Puerto Rico’s consumer spending saw nearly that much drop on averageduring the 2012-2017 period. It seems unlikely that there was a sudden and massive reversal in 2018 or this year.
A good part of the drop is the loss of population. From 2012 to 2013, 1.1% of the population left. The year-over-year drop in 2014 was 1.6%. Then 1.7% in 2015, 1.9% in 2016, and 2.5% in 2017. PCE dropped by 0.7% between 2012 and 2013, and then, year over year, by 2.9% in 2014, 1.7% in 2015, 1.3% in 2016, and 2.4% in 2017.
Private fixed investment, another GDP component, fluctuated. Between 2012 and 2013 it was down by 1.7%, roughly flat in 2014 and 2015, down another 1.8% in 2016, and up by 0.4% in 2017.
A third component of GDP is net exports. Puerto Rico does have a net surplus in exports over imports, but about 43% of exported goods were pharmaceuticals and organic chemicals. Those are products of companies from the U.S. that obtain favorable tax status for having facilities there while maintaining access to a U.S. transportation advantage. Puerto Rico is a point of convenience and the bulk of the money goes elsewhere.
GDP in Puerto Rico is down because of a vicious circle further spurred on by Hurricanes Irma and Maria. When economies fail, people leave for jobs and to make money they can send home to their families. That causes more collapse of the economy, driving additional people away. The dual hurricanes exacerbated the situation, but the problems already existed. Talk of emergency aid and how much Puerto Rico should be given only touches on the additional physical collapse. None of that would address the ongoing need for an economic jumpstart of the area.

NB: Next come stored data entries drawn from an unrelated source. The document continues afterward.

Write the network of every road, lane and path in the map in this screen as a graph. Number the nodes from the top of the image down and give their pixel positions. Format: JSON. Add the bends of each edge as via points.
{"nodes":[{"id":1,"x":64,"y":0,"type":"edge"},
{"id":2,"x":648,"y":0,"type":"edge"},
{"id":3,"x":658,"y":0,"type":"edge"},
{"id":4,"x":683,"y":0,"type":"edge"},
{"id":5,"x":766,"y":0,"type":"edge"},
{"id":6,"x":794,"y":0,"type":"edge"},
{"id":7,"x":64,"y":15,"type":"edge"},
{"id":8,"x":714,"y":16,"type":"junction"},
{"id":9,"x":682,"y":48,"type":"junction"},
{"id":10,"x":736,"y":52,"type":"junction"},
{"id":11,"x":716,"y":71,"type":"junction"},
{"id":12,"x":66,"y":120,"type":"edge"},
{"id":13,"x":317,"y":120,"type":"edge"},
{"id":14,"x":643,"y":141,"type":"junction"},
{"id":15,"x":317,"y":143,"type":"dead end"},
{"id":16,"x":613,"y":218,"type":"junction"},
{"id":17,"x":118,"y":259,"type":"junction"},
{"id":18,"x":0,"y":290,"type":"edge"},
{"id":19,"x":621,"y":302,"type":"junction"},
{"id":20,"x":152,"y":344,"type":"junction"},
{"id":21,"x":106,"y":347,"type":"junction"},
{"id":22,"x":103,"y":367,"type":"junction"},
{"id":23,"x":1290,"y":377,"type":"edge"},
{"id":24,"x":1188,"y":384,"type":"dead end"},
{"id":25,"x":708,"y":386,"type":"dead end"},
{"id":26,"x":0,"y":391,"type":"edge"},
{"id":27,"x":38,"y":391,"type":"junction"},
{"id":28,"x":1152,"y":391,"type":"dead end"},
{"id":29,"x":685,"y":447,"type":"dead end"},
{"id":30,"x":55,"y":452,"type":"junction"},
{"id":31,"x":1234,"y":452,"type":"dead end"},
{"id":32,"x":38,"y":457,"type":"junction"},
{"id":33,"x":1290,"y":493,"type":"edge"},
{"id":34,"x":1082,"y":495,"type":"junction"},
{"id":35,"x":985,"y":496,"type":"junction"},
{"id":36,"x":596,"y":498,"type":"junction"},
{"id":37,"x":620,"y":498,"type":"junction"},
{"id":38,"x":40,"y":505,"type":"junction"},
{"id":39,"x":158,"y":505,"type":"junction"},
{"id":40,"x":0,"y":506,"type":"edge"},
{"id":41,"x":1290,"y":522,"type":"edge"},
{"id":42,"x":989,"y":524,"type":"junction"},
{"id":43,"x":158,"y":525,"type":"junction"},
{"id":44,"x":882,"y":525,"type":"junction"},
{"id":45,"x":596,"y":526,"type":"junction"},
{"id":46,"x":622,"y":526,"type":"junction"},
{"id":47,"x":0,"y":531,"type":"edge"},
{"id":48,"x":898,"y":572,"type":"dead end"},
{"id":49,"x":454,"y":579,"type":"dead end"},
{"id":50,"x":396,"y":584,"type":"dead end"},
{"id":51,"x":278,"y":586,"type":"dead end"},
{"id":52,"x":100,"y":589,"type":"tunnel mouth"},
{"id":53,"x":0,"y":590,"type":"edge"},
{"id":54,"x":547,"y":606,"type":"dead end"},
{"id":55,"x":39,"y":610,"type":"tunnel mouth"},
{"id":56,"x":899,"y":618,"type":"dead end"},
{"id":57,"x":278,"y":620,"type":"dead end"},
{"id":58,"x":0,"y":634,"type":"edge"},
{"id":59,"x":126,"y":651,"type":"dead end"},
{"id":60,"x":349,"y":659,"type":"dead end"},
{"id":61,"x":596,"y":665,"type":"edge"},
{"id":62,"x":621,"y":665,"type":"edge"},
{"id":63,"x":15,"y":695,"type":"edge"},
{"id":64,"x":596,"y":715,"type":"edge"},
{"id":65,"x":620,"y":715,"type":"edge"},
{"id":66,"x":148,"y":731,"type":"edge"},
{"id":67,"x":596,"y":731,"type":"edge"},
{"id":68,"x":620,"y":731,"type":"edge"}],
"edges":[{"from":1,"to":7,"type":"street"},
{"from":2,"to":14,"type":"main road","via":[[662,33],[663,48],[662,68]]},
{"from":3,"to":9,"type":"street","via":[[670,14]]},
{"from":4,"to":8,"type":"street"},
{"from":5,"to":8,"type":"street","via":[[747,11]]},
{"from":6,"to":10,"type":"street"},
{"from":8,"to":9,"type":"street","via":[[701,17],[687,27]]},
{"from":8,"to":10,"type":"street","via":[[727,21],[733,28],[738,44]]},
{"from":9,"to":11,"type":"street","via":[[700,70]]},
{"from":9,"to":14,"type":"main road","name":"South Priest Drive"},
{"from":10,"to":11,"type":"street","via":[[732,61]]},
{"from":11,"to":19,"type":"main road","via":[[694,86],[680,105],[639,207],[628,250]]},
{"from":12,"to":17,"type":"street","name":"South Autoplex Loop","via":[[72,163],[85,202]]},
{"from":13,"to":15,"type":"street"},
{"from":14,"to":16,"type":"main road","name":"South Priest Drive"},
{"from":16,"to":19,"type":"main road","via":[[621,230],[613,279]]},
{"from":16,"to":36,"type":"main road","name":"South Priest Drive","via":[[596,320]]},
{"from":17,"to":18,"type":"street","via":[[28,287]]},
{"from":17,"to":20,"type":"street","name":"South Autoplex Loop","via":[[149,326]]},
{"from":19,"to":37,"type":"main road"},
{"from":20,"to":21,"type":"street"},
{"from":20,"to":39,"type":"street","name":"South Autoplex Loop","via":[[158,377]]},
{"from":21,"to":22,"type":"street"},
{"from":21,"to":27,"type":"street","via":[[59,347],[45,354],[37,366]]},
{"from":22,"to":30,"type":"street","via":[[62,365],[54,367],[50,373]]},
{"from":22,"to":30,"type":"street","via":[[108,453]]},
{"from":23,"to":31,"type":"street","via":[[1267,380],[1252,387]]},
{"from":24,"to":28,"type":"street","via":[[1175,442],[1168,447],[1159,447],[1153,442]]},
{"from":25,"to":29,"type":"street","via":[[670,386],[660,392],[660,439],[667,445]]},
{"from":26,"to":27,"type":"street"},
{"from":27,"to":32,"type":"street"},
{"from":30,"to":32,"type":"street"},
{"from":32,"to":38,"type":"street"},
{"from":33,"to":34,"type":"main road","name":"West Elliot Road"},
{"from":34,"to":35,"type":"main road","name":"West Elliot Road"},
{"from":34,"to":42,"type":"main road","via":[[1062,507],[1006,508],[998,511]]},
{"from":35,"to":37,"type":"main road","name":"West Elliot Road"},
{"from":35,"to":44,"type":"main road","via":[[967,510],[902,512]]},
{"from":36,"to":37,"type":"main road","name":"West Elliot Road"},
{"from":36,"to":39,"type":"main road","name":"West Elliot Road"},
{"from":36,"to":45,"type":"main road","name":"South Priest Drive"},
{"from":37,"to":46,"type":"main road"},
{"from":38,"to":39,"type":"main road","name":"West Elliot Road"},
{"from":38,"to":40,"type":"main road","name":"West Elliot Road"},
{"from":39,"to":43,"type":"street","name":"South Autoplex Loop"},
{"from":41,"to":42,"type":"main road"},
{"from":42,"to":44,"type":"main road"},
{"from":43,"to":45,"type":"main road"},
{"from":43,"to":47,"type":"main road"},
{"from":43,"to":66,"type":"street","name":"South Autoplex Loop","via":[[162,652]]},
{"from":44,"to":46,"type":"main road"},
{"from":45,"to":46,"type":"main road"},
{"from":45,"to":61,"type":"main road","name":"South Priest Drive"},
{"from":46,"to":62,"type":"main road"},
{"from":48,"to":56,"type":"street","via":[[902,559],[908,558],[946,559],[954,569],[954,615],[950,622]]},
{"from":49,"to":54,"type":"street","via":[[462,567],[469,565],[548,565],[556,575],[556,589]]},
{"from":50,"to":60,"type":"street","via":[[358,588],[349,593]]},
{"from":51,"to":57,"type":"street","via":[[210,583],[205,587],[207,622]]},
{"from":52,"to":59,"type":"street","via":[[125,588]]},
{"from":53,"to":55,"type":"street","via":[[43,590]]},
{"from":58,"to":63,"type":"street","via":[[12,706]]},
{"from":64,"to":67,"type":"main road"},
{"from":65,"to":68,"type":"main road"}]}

If we really want to address the problems in Puerto Rico, first we must see them. The economic picture has been terrible for a long time. Fixing it does require a lot of rebuilding, but also an acknowledgement of what this country has done, from policies to turn the island into a tax haven to the restriction of movement of goods by the Jones Act, driving up the cost of imported products. We have through an organized series of steps devastated the land for our convenience. It’s time we recognize our collective culpability and set the situation right.